No. Trans rights activists often *are* women’s rights activists, and vice versa. The issue isn’t women’s rights activists, the issue is TERFs; Trans-Exclusionary Radical Feminists. They consider trans women to not be women, therefore they want to deny trans women access to what have traditionally been women-only spaces. Bathrooms, etc.
They somehow think that there will be CIS men pretending to be trans just to get access to women’s spaces, like there’s some forcefield stopping CIS men with bad intentions just going into women’s spaces in the first place.
I personally couldn’t give a damn who’s in the bathroom stall next to me. Unisex bathrooms are a thing. Family changing rooms at swimming pools are a thing. We all share the same bathrooms in people’s houses.
It’s all very reminiscent of not letting black people use the same facilities as white people in the past. The otherisation of trans people, treating them as if they’re less than, or dangerous, is going to be looked back on in the same way in a few decades.

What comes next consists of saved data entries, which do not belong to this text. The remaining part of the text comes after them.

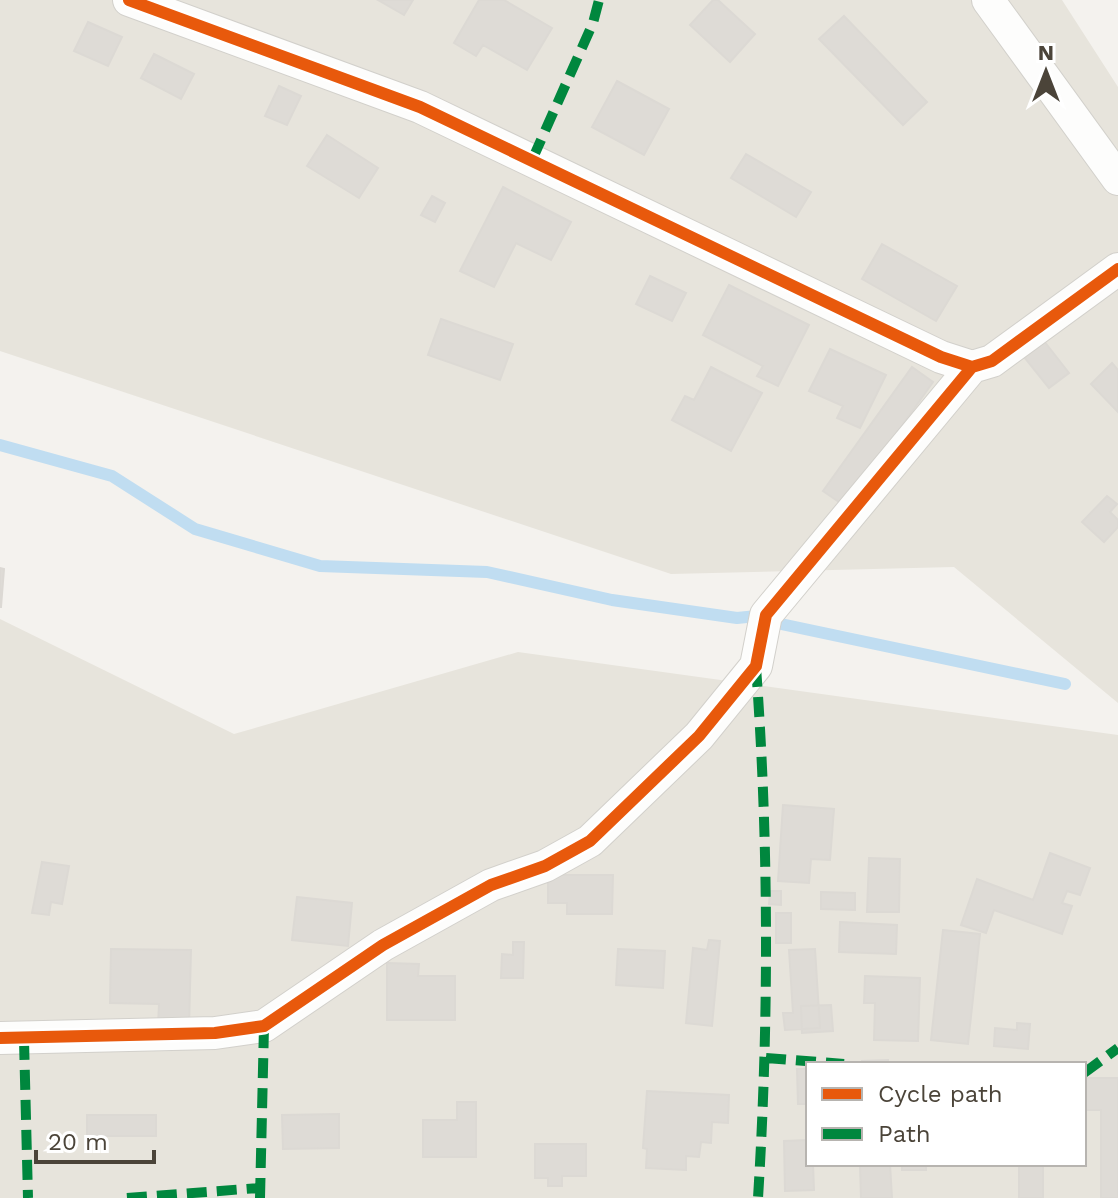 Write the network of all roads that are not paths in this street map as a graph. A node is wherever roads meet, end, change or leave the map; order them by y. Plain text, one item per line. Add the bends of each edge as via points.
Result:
1 (129, 0) edge
2 (988, 0) edge
3 (1118, 179) edge
4 (1118, 269) edge
5 (972, 367) junction
6 (0, 1038) edge

1 - 5 street via 420,107 941,357
2 - 3 street
4 - 5 street via 992,361
5 - 6 street via 766,615 756,666 699,736 590,841 545,866 491,885 383,945 264,1026 215,1033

I don’t have a dog in the fight. I have no frame of reference to really understand what they’re going through. I’m as CIS as they come. I just hate seeing the way trans people are treated by a small but very vocal minority. I understand the fear, to a degree. It’s all quite new, relatively speaking.
There are enough genuinely bad people out there that we should be careful of, without inventing another one. To deny trans people the courtesy of using their preferred pronouns, or to refuse them access to whichever bathroom they want, is cruel and dehumanising.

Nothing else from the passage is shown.